DIRECTIONS -> Write out the entire listing below exactly as it appears, minus any pictures.

--- GIVEN ENTRIES ---

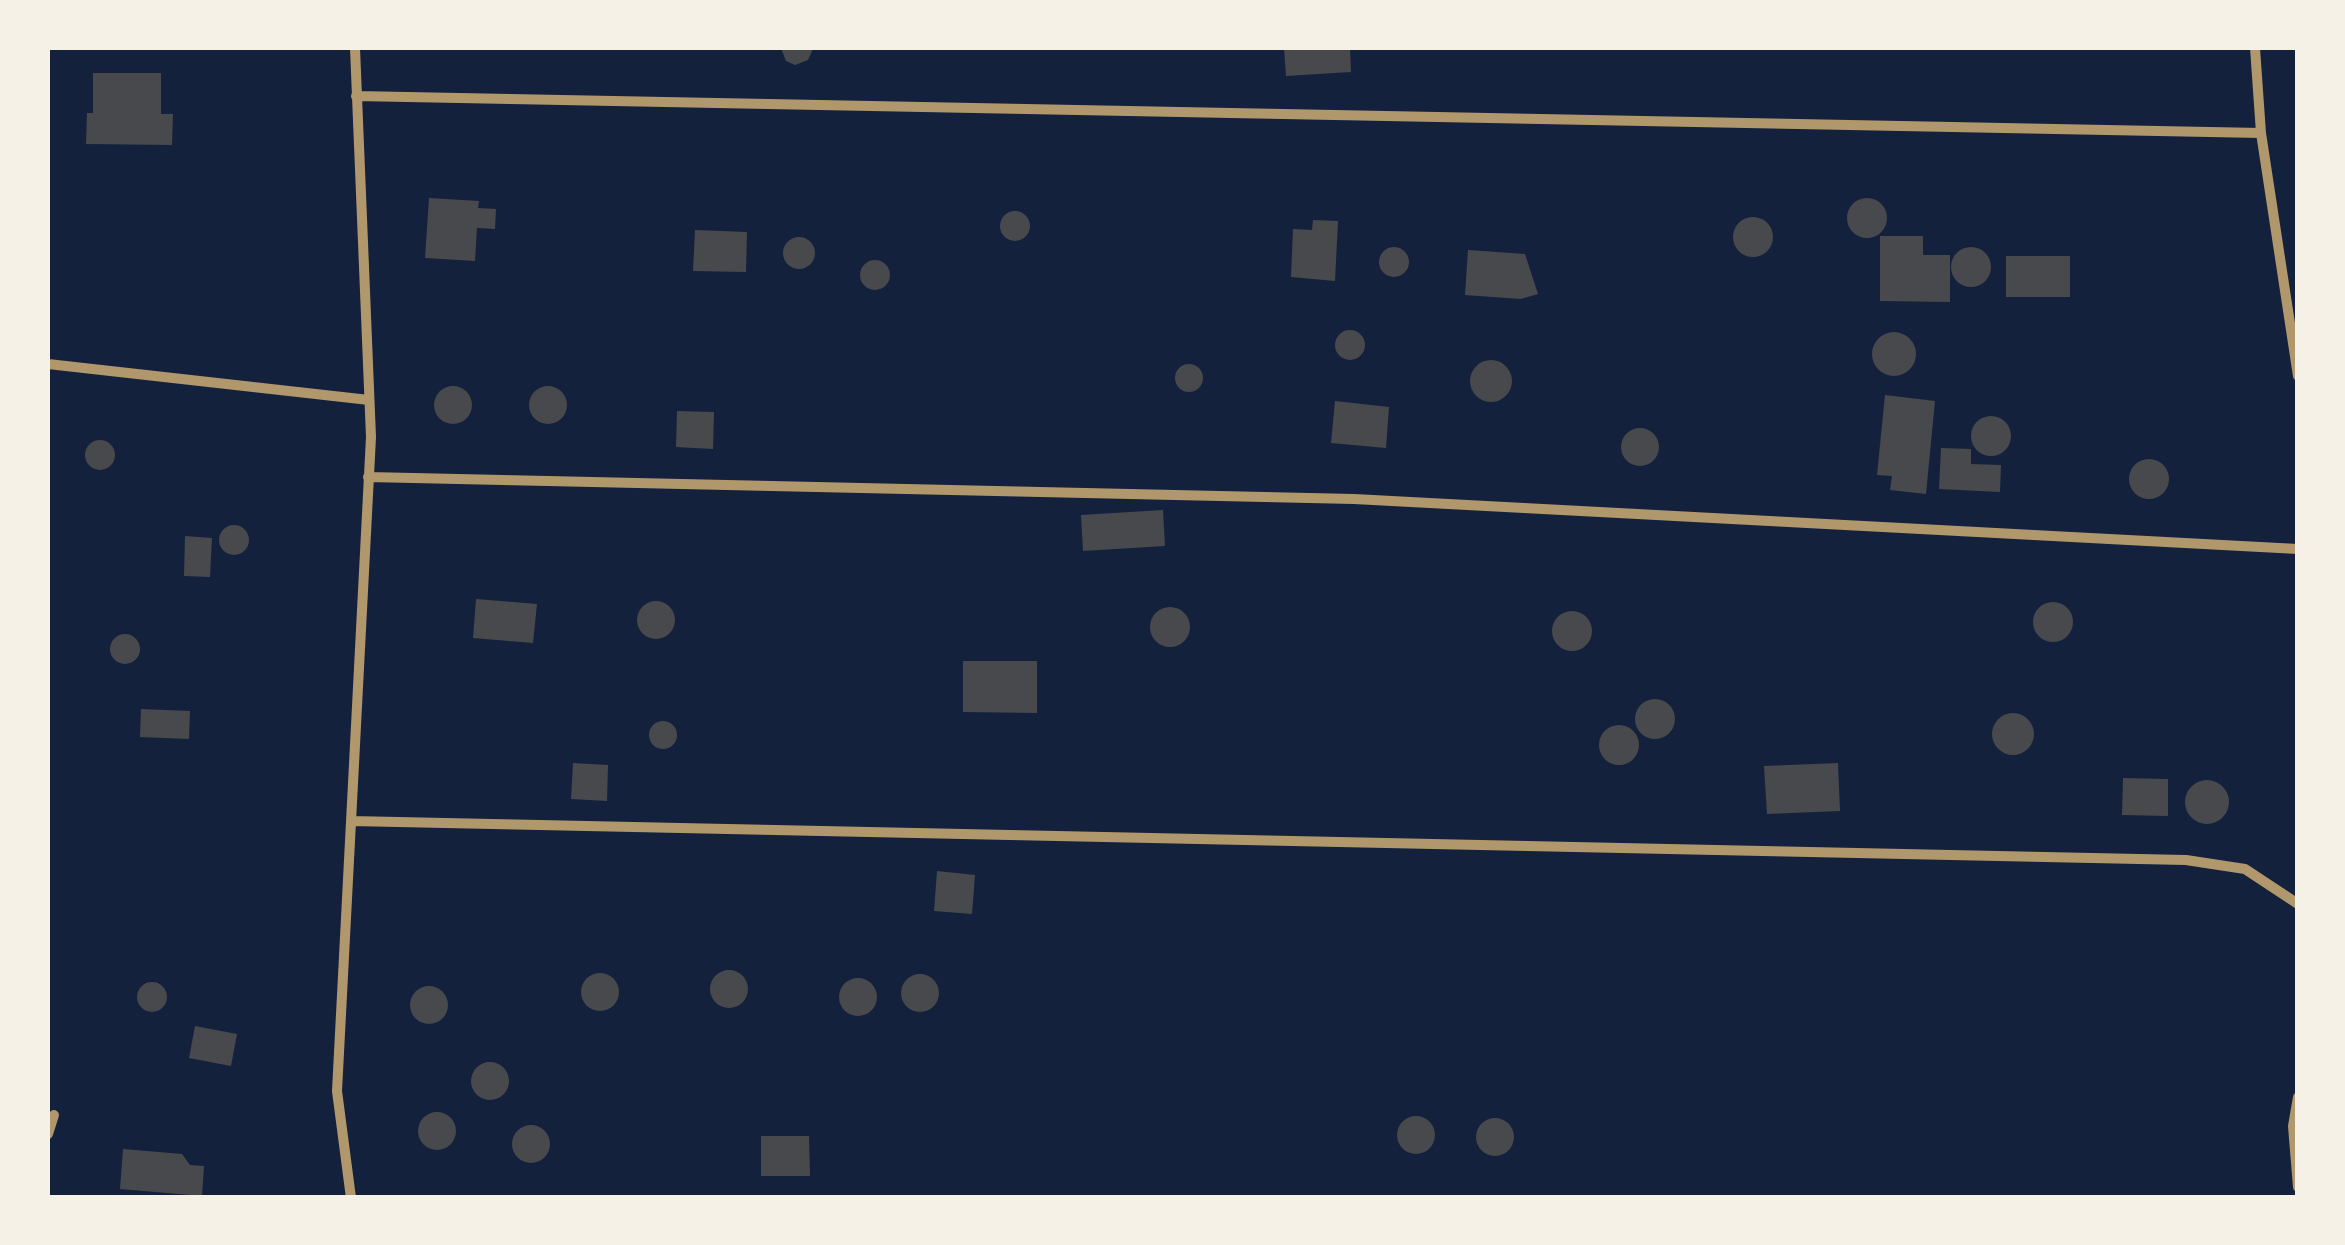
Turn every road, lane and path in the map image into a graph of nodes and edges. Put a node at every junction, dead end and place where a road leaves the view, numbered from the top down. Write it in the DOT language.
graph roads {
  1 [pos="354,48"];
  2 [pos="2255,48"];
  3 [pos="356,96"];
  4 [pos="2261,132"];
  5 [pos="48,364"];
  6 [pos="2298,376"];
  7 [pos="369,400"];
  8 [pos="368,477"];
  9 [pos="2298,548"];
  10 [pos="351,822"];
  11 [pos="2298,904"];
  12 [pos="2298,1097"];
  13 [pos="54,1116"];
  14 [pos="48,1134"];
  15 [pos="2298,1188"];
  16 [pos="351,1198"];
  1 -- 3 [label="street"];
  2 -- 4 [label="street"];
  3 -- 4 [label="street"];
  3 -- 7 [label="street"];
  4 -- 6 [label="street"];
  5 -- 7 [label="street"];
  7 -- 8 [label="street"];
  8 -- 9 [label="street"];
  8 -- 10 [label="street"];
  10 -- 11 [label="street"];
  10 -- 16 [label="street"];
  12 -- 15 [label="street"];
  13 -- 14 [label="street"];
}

---

TASK SOLUTION ->
Turn every road, lane and path in the map image into a graph of nodes and edges. Put a node at every junction, dead end and place where a road leaves the view, numbered from the top down. Write it in the DOT language.
graph roads {
  1 [pos="354,48"];
  2 [pos="2255,48"];
  3 [pos="356,96"];
  4 [pos="2261,132"];
  5 [pos="48,364"];
  6 [pos="2298,376"];
  7 [pos="369,400"];
  8 [pos="368,477"];
  9 [pos="2298,548"];
  10 [pos="351,822"];
  11 [pos="2298,904"];
  12 [pos="2298,1097"];
  13 [pos="54,1116"];
  14 [pos="48,1134"];
  15 [pos="2298,1188"];
  16 [pos="351,1198"];
  1 -- 3 [label="street"];
  2 -- 4 [label="street"];
  3 -- 4 [label="street"];
  3 -- 7 [label="street"];
  4 -- 6 [label="street"];
  5 -- 7 [label="street"];
  7 -- 8 [label="street"];
  8 -- 9 [label="street"];
  8 -- 10 [label="street"];
  10 -- 11 [label="street"];
  10 -- 16 [label="street"];
  12 -- 15 [label="street"];
  13 -- 14 [label="street"];
}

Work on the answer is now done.